**Data for analysis:**

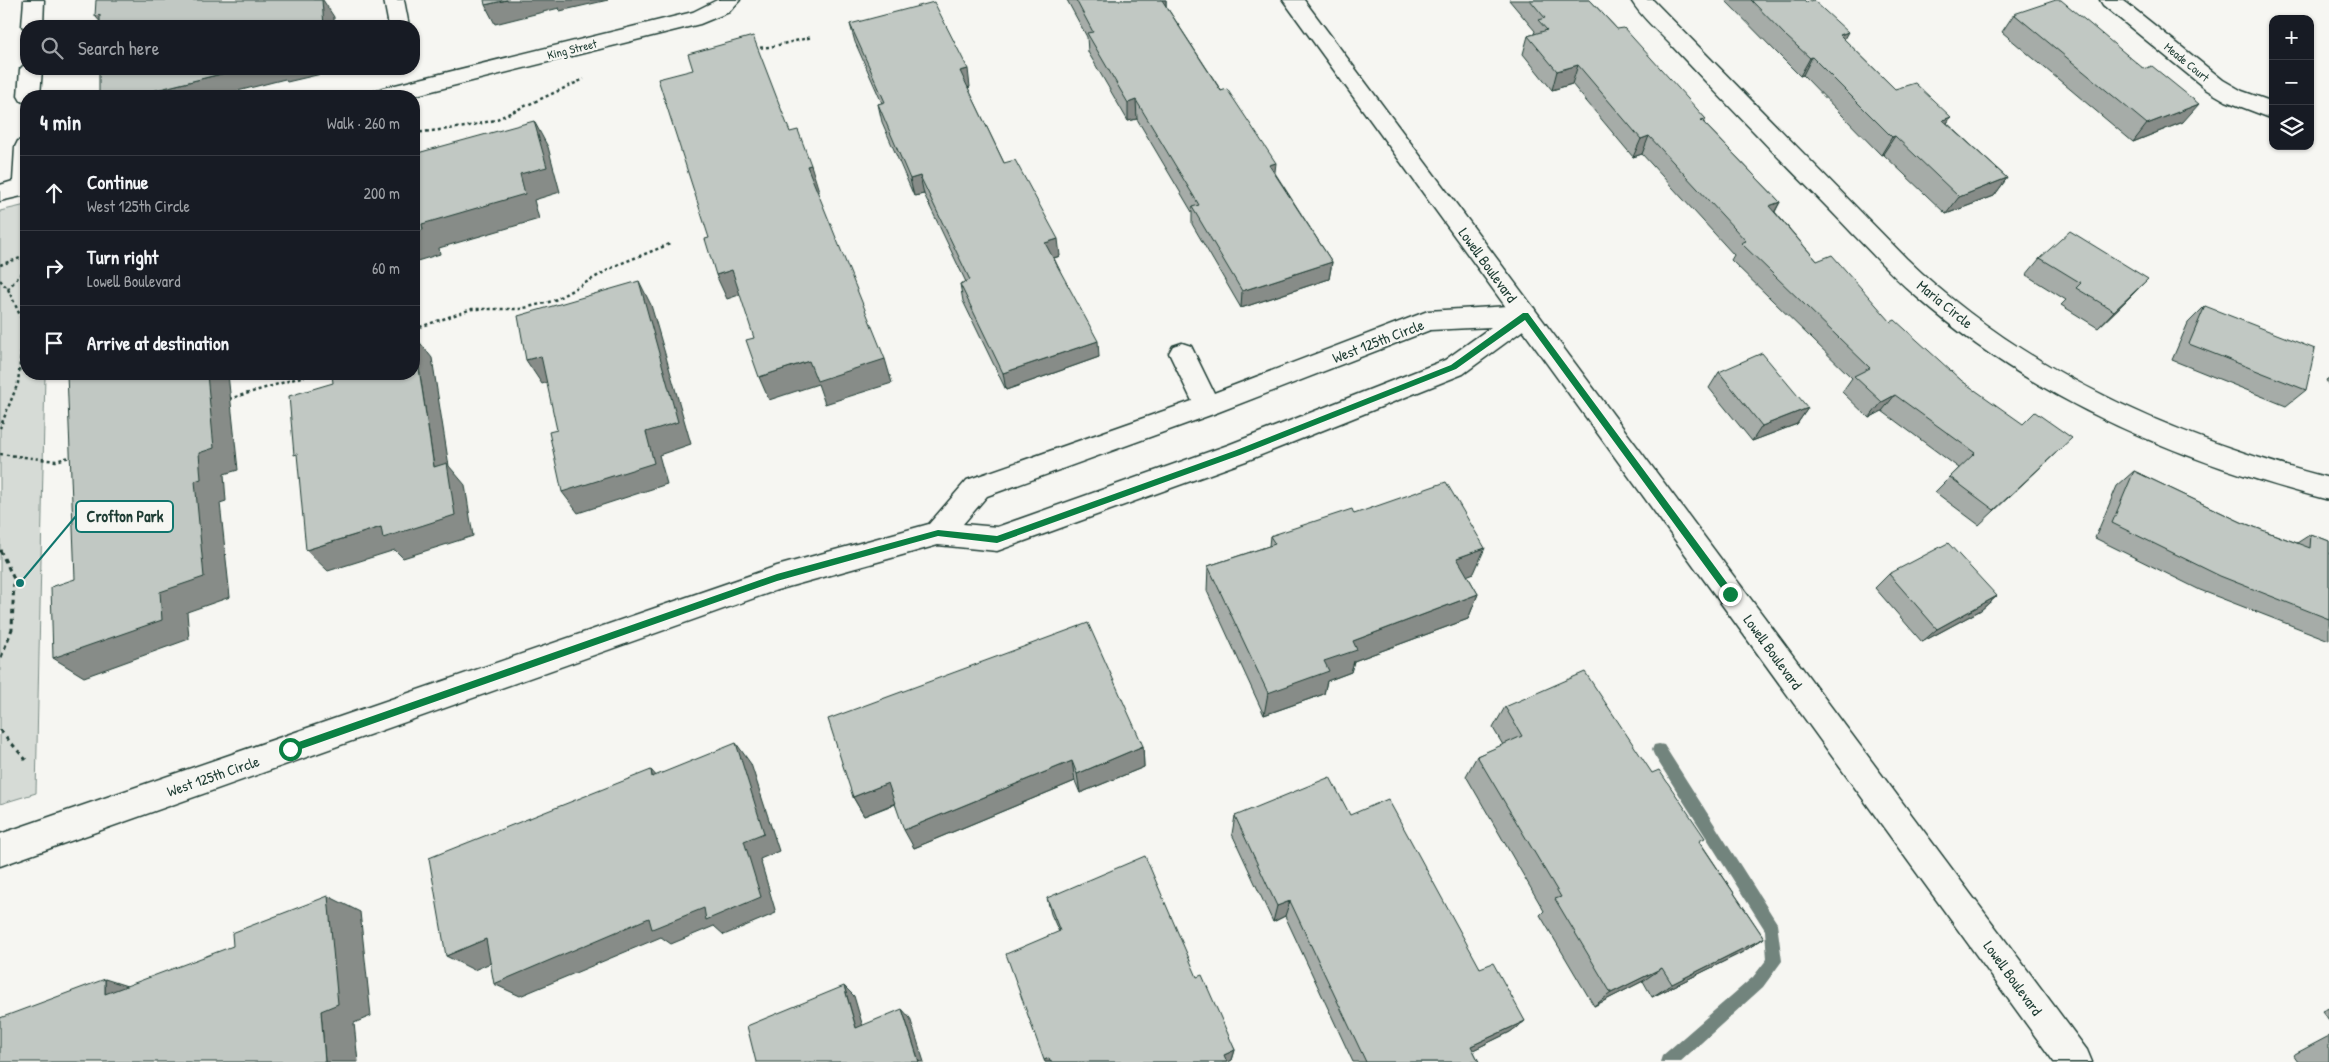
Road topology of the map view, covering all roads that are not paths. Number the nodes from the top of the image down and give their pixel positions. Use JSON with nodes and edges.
{"nodes":[{"id":1,"x":34,"y":0,"type":"edge"},
{"id":2,"x":394,"y":0,"type":"edge"},
{"id":3,"x":730,"y":0,"type":"edge"},
{"id":4,"x":1293,"y":0,"type":"edge"},
{"id":5,"x":1641,"y":0,"type":"edge"},
{"id":6,"x":2110,"y":0,"type":"edge"},
{"id":7,"x":33,"y":20,"type":"edge"},
{"id":8,"x":398,"y":20,"type":"edge"},
{"id":9,"x":30,"y":75,"type":"edge"},
{"id":10,"x":408,"y":79,"type":"edge"},
{"id":11,"x":29,"y":90,"type":"edge"},
{"id":12,"x":392,"y":90,"type":"edge"},
{"id":13,"x":2269,"y":109,"type":"edge"},
{"id":14,"x":20,"y":187,"type":"edge"},
{"id":15,"x":0,"y":193,"type":"edge"},
{"id":16,"x":1525,"y":315,"type":"junction"},
{"id":17,"x":1182,"y":353,"type":"dead end"},
{"id":18,"x":1207,"y":406,"type":"junction"},
{"id":19,"x":2329,"y":489,"type":"edge"},
{"id":20,"x":938,"y":533,"type":"junction"},
{"id":21,"x":0,"y":850,"type":"edge"},
{"id":22,"x":2075,"y":1062,"type":"edge"}],
"edges":[{"from":1,"to":7,"type":"street"},
{"from":2,"to":8,"type":"street"},
{"from":3,"to":10,"type":"street","name":"King Street"},
{"from":4,"to":16,"type":"street","name":"Lowell Boulevard"},
{"from":5,"to":19,"type":"street","name":"Maria Circle"},
{"from":6,"to":13,"type":"street","name":"Meade Court"},
{"from":9,"to":11,"type":"street"},
{"from":10,"to":12,"type":"street","name":"King Street"},
{"from":14,"to":15,"type":"street"},
{"from":16,"to":18,"type":"street","name":"West 125th Circle"},
{"from":16,"to":20,"type":"street","name":"West 125th Circle"},
{"from":16,"to":22,"type":"street","name":"Lowell Boulevard"},
{"from":17,"to":18,"type":"street"},
{"from":18,"to":20,"type":"street","name":"West 125th Circle"},
{"from":20,"to":21,"type":"street","name":"West 125th Circle"}]}
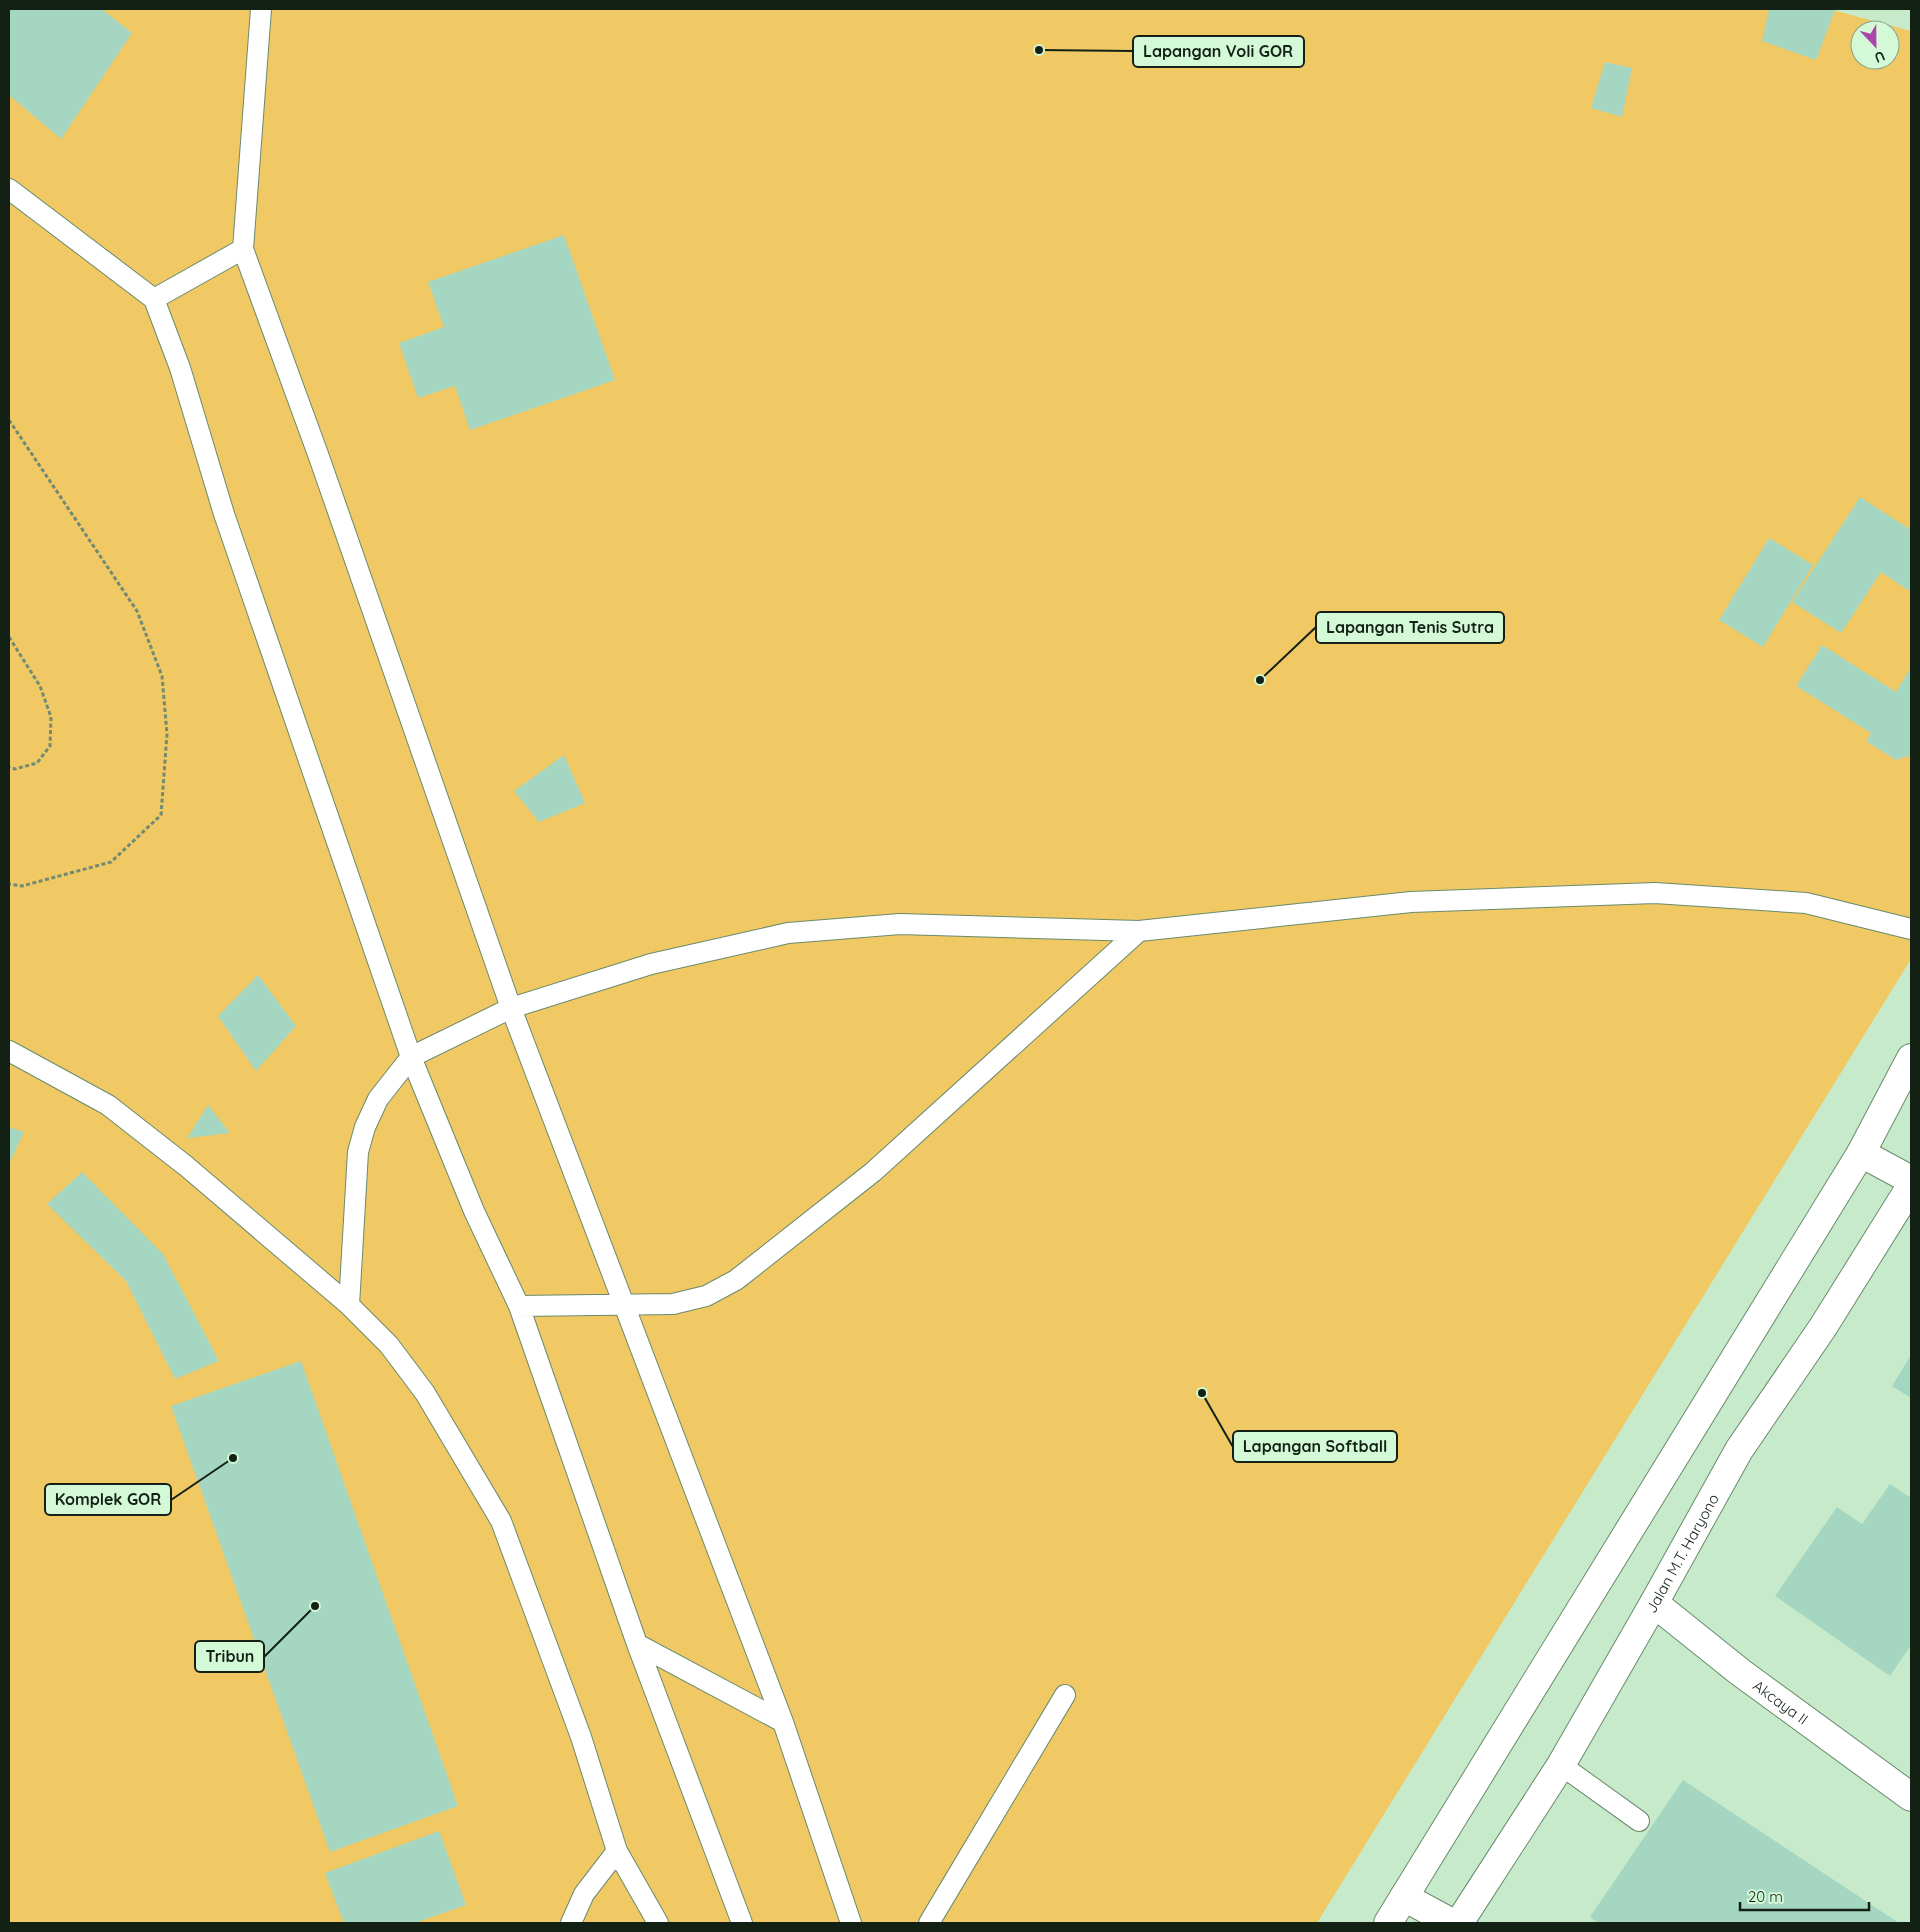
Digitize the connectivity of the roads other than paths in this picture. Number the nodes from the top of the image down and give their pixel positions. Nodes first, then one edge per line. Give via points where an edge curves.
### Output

**Work order:** Go through the entries and retype each one exactly, skipping any image.

**Task output:**
Road topology of the map view, covering all roads that are not paths. Number the nodes from the top of the image down and give their pixel positions. Use JSON with nodes and edges.
{"nodes":[{"id":1,"x":34,"y":0,"type":"edge"},
{"id":2,"x":394,"y":0,"type":"edge"},
{"id":3,"x":730,"y":0,"type":"edge"},
{"id":4,"x":1293,"y":0,"type":"edge"},
{"id":5,"x":1641,"y":0,"type":"edge"},
{"id":6,"x":2110,"y":0,"type":"edge"},
{"id":7,"x":33,"y":20,"type":"edge"},
{"id":8,"x":398,"y":20,"type":"edge"},
{"id":9,"x":30,"y":75,"type":"edge"},
{"id":10,"x":408,"y":79,"type":"edge"},
{"id":11,"x":29,"y":90,"type":"edge"},
{"id":12,"x":392,"y":90,"type":"edge"},
{"id":13,"x":2269,"y":109,"type":"edge"},
{"id":14,"x":20,"y":187,"type":"edge"},
{"id":15,"x":0,"y":193,"type":"edge"},
{"id":16,"x":1525,"y":315,"type":"junction"},
{"id":17,"x":1182,"y":353,"type":"dead end"},
{"id":18,"x":1207,"y":406,"type":"junction"},
{"id":19,"x":2329,"y":489,"type":"edge"},
{"id":20,"x":938,"y":533,"type":"junction"},
{"id":21,"x":0,"y":850,"type":"edge"},
{"id":22,"x":2075,"y":1062,"type":"edge"}],
"edges":[{"from":1,"to":7,"type":"street"},
{"from":2,"to":8,"type":"street"},
{"from":3,"to":10,"type":"street","name":"King Street"},
{"from":4,"to":16,"type":"street","name":"Lowell Boulevard"},
{"from":5,"to":19,"type":"street","name":"Maria Circle"},
{"from":6,"to":13,"type":"street","name":"Meade Court"},
{"from":9,"to":11,"type":"street"},
{"from":10,"to":12,"type":"street","name":"King Street"},
{"from":14,"to":15,"type":"street"},
{"from":16,"to":18,"type":"street","name":"West 125th Circle"},
{"from":16,"to":20,"type":"street","name":"West 125th Circle"},
{"from":16,"to":22,"type":"street","name":"Lowell Boulevard"},
{"from":17,"to":18,"type":"street"},
{"from":18,"to":20,"type":"street","name":"West 125th Circle"},
{"from":20,"to":21,"type":"street","name":"West 125th Circle"}]}
Digitize the connectivity of the roads other than paths in this picture. Number the nodes from the top of the image down and give their pixel positions. Nodes first, then one edge per line. Give via points where an edge curves.
### Output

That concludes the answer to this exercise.